The trucks are big and small, but they're mostly pickups. Occasionally you'll see some weirdo with a plow on a Jeep or something like that, but mostly they're pickups. Some of the trucks are big and new and shiny, but most are quite rusty, beat up, only used as plow trucks in the winter, left sitting in back yards and garages the rest of the year, occasionally brought out to haul something I suppose.
The big pale blue plow trucks from the city don't fuck around with this pre-storm bullshit cruising. They're too busy driving at unreasonable speeds through the city streets spraying salt everywhere, spending just as much time as necessary to get the job done.
Then when the snow starts accumulating they race through the streets again, this time in pairs, slightly staggered across the streets, the second plow pushing the snow closer to and over the curb, their plows making a decidedly apocalyptic racket against the road as I stare out the window at them and wonder if they could really slow down in time if a kid or a dog or a car ended up in front of them by accident or as I lie in bed sleeping.

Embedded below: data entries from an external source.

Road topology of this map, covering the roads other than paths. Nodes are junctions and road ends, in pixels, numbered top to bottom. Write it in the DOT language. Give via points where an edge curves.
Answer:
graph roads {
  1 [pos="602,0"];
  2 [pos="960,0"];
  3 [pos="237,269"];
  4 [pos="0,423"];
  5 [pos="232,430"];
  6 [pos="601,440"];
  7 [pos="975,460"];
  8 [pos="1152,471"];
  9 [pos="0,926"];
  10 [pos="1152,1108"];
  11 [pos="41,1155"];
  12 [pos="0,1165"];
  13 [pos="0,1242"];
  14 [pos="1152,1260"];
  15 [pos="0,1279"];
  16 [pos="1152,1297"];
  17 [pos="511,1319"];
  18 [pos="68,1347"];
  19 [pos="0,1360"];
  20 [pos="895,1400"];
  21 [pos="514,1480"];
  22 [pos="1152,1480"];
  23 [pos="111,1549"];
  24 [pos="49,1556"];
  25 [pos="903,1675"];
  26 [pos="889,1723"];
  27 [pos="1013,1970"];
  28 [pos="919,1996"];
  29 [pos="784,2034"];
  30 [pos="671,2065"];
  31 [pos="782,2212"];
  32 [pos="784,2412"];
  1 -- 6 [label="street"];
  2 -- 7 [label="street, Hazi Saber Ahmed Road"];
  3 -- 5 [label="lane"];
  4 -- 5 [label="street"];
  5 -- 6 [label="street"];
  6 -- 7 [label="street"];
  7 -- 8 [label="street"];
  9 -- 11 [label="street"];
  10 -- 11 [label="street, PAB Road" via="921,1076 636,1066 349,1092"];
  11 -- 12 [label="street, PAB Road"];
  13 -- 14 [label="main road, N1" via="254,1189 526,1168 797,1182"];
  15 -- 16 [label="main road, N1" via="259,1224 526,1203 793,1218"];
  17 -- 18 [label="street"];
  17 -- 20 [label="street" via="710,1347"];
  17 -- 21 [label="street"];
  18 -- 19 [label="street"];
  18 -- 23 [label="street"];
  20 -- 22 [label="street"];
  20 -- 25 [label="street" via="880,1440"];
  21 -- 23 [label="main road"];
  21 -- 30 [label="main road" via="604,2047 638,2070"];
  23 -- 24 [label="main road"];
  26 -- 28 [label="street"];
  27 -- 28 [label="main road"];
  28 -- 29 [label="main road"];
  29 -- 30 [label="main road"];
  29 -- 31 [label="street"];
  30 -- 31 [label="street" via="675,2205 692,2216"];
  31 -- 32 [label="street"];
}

I think the recycling truck is actually more startling in terms of startling city services as it goes from absolutely nothing to crashing and breaking glass whereas the plow trucks build slowly from the soft distances and race past your house and softly into the distance again. The doppler effect changes the racket of the plow on the road just enough to make it sound weird. You can tell how much snow you have by the racket as well. Is it muffled or clanky?
Some guys make a lot of money here in the winter, plowing driveways and businesses. But winter just can't seem to stay winter this year. And for a while the one thing I could take solace in was the ice on the lower river, protecting it from the fish killers. But even that, now, cannot be relied on, and wild steelhead are surely slaughtered every day.